The NFU has welcomed the government’s decision to allow nitrogen-fixing crops to count towards greening measures under the new CAP rules.
Defra secretary Owen Paterson announced on Tuesday (10 June) that farmers who grow peas and beans in ecological focus areas (EFAs) would count towards meeting their greening requirements.
Wildlife groups have reacted with fury that farmers essentially will receive EU wildlife subsidies for growing crops.
But NFU president Meurig Raymond described the decision as a “sensible compromise” for farming and the environment.
“Today’s news means more choice for farmers, less land taken out of production as well as achieving a clear and positive benefit for the environment,” he said.
Under the new CAP rules, from 2015, farmers are required to implement greening measures, or they will lose their Basic Payment Scheme (BPS) payment.
The greening rules cover three areas – crop diversification, permanent pasture and ecological focus areas.
Read also: Defra reveals CAP greening details
Nitrogen-fixing crops were included in a list of five options available to farmers in England to comply with EFA requirements. The others being land lying fallow, catch and cover crops, buffer strips and hedges.
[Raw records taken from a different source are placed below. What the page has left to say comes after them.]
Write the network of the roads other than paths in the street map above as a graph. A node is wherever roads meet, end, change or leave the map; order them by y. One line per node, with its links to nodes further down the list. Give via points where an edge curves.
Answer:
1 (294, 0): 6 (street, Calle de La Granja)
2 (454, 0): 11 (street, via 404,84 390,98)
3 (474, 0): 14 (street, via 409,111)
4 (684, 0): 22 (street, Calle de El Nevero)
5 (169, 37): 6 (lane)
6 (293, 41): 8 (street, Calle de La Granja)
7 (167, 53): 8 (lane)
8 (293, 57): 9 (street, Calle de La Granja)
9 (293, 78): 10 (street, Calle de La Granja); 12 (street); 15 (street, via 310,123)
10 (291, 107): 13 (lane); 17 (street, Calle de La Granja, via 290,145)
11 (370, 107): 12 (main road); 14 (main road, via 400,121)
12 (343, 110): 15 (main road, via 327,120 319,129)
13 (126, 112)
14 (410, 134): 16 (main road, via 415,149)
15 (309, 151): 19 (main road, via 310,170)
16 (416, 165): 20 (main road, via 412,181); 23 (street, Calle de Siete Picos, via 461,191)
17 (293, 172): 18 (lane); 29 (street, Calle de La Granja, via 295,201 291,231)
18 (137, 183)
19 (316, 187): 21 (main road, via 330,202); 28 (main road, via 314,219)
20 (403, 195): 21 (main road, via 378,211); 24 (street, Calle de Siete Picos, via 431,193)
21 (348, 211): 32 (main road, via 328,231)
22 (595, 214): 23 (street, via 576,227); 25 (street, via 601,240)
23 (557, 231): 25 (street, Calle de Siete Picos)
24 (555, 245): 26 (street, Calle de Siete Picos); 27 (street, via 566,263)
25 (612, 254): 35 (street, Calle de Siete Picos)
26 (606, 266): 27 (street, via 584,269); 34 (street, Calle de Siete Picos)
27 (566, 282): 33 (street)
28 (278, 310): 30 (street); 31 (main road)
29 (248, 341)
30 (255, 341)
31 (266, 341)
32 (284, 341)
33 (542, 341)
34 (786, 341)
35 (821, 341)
Mr Raymond said: “While many will be disappointed that all landscape features won’t count from year one of the CAP, there will be some relief that nitrogen-fixing crops such as peas and beans will help.”
And Defra has confirmed that no additional management restrictions will be applied on the use of areas used for growing nitrogen-fixing crops to meet EFA requirements in 2015.
The NFU described the inclusion of hedges in the EFA list as an “important and pragmatic decision”.
But Mr Raymond warned farmers who choose to include hedges in their EFA options faced “higher risks of inspection, delayed payment and possible penalties”.
“We understand the RPA [Rural Payments Agency] is now commissioning work to digitise hedgerows to the required commission standard,” he added.
“I’m urging ministers that the RPA completes this mapping work as swiftly as possible.
“But I don’t want the mapping to stop with hedges; we need all landscape features to be available to farmers.”
But the RSPB described Defra’s announcement on CAP implementation as a “poor” deal for English farming and a “wasted opportunity for the environment”.
RSPB conservation director Martin Harper said: “The government has squandered this opportunity and is handing out £11bn to the farming industry in England and expecting very, very little in return.
“Without decent green measures, particularly ecological focus areas that actually deliver for wildlife, the government’s new pollinator strategy – anticipated in autumn – will be toothless.”